● **How to complete this task**
Look through the data below for the string "name", and copy every line where it turns up.

Dataset entries:

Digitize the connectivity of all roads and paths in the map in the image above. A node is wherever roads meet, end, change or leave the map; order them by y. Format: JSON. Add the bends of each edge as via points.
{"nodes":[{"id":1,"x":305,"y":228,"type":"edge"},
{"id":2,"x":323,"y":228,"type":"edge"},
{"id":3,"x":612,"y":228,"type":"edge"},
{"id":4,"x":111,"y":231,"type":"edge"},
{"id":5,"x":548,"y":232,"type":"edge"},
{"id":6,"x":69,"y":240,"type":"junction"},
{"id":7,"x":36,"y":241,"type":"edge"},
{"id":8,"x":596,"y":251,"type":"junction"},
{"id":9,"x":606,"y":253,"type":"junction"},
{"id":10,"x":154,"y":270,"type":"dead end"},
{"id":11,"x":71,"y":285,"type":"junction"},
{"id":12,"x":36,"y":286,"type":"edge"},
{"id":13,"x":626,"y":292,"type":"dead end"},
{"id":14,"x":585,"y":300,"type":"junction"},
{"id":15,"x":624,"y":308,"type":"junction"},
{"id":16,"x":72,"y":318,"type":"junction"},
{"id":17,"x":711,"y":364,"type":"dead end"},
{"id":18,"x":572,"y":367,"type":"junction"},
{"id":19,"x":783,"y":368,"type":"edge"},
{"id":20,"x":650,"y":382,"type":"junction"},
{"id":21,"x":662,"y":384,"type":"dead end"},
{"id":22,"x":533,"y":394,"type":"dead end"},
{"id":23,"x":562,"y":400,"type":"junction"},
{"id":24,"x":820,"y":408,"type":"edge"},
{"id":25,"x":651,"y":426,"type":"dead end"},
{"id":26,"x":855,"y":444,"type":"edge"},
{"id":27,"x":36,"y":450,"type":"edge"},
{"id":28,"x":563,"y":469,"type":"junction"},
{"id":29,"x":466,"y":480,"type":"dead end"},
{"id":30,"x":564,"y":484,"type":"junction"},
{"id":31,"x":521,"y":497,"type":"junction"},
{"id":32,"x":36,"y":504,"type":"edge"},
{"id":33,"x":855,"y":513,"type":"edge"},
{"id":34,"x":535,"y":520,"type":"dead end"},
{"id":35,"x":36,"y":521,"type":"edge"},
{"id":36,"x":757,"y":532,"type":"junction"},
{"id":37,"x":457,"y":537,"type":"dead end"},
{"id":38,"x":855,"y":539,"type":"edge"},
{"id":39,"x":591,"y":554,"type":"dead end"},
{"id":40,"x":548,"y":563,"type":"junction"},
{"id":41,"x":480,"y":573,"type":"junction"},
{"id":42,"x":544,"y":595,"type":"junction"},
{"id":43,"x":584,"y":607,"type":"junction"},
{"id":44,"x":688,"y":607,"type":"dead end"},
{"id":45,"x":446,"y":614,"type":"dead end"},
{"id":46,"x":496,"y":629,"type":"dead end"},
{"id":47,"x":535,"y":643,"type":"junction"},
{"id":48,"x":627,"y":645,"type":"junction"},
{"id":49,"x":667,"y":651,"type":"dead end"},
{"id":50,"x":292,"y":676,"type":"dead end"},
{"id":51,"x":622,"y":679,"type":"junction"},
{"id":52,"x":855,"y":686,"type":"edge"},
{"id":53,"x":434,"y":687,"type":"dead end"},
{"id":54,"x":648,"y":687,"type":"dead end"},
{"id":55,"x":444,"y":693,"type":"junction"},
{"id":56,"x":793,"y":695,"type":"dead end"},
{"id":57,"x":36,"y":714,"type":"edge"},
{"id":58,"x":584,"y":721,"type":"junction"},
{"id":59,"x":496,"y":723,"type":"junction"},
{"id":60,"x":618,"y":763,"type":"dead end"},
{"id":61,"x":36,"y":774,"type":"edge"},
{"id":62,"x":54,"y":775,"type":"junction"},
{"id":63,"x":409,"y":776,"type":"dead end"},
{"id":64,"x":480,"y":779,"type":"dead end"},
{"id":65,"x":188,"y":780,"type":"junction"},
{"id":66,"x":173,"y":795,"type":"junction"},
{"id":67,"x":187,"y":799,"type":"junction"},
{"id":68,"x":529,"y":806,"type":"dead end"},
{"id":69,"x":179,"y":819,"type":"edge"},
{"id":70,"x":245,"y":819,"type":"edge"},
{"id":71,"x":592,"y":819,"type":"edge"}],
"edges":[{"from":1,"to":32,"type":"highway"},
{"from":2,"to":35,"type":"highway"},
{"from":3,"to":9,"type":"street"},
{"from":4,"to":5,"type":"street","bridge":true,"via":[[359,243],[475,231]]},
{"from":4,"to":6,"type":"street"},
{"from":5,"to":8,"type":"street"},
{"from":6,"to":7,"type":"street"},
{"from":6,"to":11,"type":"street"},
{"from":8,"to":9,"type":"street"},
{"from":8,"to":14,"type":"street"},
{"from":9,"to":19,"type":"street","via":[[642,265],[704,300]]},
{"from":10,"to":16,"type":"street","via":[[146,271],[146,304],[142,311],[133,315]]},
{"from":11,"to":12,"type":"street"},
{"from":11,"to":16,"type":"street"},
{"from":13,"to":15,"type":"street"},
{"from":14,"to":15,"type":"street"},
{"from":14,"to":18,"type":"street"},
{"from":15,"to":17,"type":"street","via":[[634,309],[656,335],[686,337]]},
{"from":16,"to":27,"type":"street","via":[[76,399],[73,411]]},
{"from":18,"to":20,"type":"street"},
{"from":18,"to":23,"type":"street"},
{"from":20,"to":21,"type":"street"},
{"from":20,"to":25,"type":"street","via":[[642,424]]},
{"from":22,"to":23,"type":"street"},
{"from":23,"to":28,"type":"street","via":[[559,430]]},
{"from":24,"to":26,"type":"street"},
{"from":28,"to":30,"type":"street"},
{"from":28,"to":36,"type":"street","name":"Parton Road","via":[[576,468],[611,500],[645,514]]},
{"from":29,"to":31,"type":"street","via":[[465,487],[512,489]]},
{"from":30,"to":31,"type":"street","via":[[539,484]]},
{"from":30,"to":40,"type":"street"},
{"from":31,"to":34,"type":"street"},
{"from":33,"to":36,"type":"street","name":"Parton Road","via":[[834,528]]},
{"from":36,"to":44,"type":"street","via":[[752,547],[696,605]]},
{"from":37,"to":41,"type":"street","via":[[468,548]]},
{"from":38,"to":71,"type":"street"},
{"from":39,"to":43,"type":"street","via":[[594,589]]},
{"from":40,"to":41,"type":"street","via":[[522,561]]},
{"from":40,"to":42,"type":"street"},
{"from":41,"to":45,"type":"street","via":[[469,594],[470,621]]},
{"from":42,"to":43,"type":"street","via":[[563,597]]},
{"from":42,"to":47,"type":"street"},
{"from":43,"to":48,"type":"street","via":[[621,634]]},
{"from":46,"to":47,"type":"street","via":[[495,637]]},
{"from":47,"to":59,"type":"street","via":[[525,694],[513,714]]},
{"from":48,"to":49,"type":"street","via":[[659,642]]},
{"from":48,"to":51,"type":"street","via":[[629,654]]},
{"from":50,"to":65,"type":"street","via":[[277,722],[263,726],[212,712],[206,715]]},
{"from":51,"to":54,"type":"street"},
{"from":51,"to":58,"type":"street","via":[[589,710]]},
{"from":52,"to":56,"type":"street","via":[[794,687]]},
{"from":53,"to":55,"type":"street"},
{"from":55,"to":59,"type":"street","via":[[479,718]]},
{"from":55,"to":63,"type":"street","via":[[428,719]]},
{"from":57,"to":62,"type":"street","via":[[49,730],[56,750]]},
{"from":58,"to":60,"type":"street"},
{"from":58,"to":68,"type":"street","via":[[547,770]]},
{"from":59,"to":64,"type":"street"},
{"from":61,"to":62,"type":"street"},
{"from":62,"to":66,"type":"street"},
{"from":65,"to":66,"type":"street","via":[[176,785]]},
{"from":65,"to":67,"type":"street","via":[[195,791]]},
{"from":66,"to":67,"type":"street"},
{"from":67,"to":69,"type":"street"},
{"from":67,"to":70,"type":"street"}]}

● **Finished exercise**
{"from":28,"to":36,"type":"street","name":"Parton Road","via":[[576,468],[611,500],[645,514]]},
{"from":33,"to":36,"type":"street","name":"Parton Road","via":[[834,528]]},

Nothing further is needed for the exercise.